Sukhoi does the same, in fact is not secret all the details about the difficulties or achievements russia has had with the development of new engines for T-50.

J-20 is not the same, the program is not so open to the public.

in fact you do not get even official data yet.


The rest you can speculate it will be deployed later or before as you wish, but i am sure in my personal opinion F-35 is already in mass production for initial batches that will later be more advanced and definitive, and i have seen lots of pictures where 5-6 F-35s are been deployed.

The program is in a more advanced stage that is for sure

[video=youtube;GP-JKCwMTuM]http://www.youtube.com/watch?v=GP-JKCwMTuM[/video]
[video=youtube;wsJyC5g4IBo]http://www.youtube.com/watch?v=wsJyC5g4IBo&feature=BFa&list=PL8D58E888D8E1D07C[/video]

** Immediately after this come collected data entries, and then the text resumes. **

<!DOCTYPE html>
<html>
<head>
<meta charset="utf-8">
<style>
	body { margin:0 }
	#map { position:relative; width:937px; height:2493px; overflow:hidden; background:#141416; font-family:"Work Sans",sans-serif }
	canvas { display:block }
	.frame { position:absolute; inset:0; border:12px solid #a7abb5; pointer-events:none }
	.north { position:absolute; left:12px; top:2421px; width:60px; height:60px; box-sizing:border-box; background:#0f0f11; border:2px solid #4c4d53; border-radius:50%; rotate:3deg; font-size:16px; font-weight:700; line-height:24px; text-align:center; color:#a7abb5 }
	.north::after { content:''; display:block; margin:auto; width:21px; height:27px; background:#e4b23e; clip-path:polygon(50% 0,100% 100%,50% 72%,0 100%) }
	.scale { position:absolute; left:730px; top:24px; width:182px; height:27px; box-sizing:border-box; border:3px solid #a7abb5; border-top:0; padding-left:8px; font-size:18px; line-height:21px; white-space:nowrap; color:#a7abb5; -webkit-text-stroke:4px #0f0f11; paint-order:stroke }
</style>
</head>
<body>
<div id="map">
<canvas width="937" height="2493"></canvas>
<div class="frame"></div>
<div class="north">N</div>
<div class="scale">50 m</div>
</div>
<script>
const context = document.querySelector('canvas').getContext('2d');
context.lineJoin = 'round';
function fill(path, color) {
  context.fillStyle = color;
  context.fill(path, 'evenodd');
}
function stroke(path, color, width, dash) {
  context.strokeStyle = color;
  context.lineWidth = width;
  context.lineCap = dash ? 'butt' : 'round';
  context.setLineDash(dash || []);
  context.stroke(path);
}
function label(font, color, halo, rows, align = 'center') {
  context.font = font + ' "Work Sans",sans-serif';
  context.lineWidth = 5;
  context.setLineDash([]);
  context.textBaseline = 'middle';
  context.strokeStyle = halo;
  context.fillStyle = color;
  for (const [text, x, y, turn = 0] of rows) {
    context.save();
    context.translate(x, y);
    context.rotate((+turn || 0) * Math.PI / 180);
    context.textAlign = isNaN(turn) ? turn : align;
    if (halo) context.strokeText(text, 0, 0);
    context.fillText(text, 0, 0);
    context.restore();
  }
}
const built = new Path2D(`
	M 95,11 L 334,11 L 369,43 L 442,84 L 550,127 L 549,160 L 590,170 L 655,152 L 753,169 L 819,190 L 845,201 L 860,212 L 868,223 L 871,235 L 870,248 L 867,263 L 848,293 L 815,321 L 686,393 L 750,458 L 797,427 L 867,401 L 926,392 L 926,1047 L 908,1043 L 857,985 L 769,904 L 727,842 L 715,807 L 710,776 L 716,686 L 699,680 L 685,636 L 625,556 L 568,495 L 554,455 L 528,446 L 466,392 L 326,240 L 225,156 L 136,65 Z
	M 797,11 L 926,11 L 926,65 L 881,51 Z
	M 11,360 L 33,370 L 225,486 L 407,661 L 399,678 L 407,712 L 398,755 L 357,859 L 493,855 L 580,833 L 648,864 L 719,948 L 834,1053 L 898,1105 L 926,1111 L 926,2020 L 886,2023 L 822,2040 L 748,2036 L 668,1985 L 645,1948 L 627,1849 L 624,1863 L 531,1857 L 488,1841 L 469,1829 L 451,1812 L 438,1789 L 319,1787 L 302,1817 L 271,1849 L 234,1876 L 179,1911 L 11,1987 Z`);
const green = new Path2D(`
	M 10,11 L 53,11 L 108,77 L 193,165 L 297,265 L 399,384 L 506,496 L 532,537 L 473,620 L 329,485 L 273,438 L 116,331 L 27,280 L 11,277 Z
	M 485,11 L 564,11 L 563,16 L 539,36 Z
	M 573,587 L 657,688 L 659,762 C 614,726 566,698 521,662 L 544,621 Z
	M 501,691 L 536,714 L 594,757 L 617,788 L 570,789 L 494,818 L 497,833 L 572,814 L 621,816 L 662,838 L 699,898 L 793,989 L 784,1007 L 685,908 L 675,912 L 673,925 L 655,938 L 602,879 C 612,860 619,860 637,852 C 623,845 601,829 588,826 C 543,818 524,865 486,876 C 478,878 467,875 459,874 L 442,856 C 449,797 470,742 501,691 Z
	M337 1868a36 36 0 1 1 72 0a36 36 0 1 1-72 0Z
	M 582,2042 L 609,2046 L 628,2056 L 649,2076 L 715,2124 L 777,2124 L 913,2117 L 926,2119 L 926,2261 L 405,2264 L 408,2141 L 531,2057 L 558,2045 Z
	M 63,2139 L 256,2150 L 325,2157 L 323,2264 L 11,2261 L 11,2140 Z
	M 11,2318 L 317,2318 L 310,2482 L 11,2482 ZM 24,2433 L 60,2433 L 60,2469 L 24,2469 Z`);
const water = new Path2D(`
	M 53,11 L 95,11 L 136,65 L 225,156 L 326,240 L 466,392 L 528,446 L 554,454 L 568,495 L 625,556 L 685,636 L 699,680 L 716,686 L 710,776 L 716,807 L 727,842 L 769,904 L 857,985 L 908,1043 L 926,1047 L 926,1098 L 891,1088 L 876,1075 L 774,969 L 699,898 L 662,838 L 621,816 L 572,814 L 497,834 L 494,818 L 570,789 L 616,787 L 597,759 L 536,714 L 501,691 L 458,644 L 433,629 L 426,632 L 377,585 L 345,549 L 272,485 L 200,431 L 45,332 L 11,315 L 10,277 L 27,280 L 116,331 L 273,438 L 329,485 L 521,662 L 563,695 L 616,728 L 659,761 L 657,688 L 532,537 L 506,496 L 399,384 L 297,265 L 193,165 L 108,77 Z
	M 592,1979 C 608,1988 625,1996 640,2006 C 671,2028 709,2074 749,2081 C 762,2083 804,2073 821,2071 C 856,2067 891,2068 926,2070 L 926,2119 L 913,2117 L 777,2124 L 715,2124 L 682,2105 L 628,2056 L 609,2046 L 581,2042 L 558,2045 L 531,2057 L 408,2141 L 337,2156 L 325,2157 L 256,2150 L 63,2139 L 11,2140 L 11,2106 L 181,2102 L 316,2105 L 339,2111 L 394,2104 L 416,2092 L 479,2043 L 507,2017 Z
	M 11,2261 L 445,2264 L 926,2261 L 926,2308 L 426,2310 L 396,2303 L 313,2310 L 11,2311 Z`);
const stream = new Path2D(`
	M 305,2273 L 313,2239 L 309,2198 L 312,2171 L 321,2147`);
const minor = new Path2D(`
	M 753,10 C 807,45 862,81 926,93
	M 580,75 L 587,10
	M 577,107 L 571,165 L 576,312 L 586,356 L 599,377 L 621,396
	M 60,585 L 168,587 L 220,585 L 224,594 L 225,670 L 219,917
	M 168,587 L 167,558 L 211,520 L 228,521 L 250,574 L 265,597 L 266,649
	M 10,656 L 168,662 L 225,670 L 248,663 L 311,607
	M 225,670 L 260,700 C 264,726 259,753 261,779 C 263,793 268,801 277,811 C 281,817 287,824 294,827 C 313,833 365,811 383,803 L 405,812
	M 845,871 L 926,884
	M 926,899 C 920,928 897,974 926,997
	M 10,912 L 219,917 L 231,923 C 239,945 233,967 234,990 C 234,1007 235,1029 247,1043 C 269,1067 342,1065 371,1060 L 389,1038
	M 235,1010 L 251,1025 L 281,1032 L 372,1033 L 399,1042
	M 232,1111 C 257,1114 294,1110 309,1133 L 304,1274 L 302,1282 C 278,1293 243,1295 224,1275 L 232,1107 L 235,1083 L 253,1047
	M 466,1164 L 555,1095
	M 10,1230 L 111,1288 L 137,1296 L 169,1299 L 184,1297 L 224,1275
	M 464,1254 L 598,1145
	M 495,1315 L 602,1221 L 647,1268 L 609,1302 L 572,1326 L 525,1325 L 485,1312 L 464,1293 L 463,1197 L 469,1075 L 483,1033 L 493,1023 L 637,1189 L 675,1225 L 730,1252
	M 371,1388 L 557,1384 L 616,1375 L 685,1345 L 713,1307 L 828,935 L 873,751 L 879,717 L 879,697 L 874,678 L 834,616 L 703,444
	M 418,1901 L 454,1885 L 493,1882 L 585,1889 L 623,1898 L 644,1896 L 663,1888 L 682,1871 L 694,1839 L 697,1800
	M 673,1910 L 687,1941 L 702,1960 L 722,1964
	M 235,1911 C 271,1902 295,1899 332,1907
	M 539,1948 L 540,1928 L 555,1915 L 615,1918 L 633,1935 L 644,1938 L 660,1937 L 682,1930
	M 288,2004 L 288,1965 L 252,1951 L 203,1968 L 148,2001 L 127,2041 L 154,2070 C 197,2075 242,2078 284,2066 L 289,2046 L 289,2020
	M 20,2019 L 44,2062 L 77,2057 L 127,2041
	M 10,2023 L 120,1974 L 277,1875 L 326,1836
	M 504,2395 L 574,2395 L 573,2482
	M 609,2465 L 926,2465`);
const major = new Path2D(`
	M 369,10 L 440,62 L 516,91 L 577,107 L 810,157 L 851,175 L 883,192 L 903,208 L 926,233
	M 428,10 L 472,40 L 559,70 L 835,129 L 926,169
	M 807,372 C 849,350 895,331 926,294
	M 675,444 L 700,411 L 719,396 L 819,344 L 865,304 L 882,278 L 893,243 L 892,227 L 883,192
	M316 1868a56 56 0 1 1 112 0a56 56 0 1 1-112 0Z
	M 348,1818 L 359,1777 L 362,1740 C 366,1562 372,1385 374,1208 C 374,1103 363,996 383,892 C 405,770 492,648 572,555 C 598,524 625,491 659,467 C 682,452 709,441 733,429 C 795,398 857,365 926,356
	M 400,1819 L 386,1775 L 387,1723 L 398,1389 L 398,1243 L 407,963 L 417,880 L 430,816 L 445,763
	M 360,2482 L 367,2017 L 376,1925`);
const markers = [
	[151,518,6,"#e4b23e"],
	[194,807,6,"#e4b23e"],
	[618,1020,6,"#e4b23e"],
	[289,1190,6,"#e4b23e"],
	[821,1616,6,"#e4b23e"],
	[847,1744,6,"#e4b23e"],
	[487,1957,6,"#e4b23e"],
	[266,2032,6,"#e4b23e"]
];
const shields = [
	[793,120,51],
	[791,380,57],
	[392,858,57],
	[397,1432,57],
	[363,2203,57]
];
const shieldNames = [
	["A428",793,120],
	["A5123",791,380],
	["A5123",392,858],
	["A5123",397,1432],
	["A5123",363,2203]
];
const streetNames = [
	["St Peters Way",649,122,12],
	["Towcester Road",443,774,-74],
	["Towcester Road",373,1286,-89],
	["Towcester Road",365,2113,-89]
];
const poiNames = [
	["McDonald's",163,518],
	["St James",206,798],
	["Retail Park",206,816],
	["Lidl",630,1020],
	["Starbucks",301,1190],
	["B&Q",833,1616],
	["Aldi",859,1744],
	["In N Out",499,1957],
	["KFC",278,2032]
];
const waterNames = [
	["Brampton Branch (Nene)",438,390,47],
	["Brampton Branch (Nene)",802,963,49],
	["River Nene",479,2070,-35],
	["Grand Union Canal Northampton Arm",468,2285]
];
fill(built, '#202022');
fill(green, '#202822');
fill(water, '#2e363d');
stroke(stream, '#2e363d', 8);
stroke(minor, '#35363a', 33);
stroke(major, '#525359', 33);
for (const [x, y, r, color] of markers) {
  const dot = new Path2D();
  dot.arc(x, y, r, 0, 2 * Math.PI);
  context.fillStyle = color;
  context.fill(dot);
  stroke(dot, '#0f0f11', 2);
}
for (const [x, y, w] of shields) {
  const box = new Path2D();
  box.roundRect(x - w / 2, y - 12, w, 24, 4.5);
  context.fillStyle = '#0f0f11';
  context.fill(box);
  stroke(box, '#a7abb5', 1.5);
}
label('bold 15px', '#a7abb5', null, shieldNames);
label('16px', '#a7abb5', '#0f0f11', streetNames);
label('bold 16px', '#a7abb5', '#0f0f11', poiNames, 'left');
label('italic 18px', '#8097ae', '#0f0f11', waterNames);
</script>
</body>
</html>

Oh wow.... AGAIN, you are trying to say that China is not as open as US or Russia as if... it is a bad... again, China is NOT OBLIGATED to tell the world the process of J-20, it is in their right to keep as many secret or be as open as they want, they are breaking no law doing so either way.

You just said F-35 is open, but if you would just take 5 minutes ot goggle it, you can see your claim is 100% false, F-35 is not in production, it is not finished, it is not nearly combat ready, the American themselves said, best case it will be ready in 6 years. And judging by their past record on the plane development, it will be even more expensive and take even longer to develop.

And again, with all this information, how can you even claim that F-35 will be sure to get ready before J-20?

I feel like a broken record here... here is what we know

1. F-35 will be ready in 2018 or more
2. We don't know when will J-20 be ready.
3. It is IMPOSSIBLE to say whatever F-35 or J-20 will be operational first.